Just as with multitouch data from the raw touch API,
testing pinch gestures on the emulator is impossible unless you have a
suitable touch screen and Windows 7. This gesture is therefore best
tested on a real device.
2.8. Working with Rotated and Scaled Screens
Just as with the raw touch data coordinates,
positions from the Gestures API are automatically updated to match the
rotation and scaling that is active on the screen, so no special
processing is required if these features are in use.

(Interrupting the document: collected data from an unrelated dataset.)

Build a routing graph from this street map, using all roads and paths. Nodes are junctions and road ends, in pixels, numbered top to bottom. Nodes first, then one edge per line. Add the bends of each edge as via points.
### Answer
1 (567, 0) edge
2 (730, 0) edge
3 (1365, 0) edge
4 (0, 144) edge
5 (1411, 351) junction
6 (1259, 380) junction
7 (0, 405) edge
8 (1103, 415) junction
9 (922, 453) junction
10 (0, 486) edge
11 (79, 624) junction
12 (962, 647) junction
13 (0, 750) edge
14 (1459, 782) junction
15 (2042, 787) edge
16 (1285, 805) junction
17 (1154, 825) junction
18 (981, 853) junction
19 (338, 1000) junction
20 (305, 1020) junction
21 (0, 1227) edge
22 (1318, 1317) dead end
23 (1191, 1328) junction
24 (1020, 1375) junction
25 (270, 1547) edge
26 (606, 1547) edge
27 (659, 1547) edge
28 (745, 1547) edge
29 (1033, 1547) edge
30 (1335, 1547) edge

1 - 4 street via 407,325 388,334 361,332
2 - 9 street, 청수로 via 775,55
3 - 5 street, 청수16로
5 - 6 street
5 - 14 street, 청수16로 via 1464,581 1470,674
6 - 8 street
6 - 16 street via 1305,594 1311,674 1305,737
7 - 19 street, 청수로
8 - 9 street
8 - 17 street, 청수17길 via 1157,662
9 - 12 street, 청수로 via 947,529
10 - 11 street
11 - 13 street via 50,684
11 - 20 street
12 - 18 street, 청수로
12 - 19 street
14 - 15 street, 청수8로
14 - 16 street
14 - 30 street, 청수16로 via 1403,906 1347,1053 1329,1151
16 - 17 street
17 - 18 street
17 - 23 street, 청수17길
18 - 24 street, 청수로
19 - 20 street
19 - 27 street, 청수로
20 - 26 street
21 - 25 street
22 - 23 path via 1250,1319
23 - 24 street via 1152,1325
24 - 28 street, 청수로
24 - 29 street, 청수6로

2.9. Experimenting with the Gestures API
The GesturesDemo example projectwill help you experiment with all the gestures we have discussed in this section. It is similar to the TouchPanelDemo from the previous section, but uses different icons for each of the recognized gestures. The icons are shown in Figure 1.
NOTE
This project deliberately displays the icons a
little above and to the left of the actual touch point so that they can
be seen when touching a real phone (otherwise they appear directly
beneath your fingers and are impossible to see). This looks a little odd
in the emulator, however, as their positions don't directly correspond
to the mouse cursor position, so don't be surprised by this.
By default, the project is set to recognize the Tap, DoubleTap, FreeDrag, Flick and Hold
gestures. Try enabling and disabling each of the gesture types and
experiment with the movement patterns needed to initiate each. You can
also use this as a simple way to see how the gestures relate to one
another (for example, try enabling all three of the drag gestures and
see how XNA decides which one to use).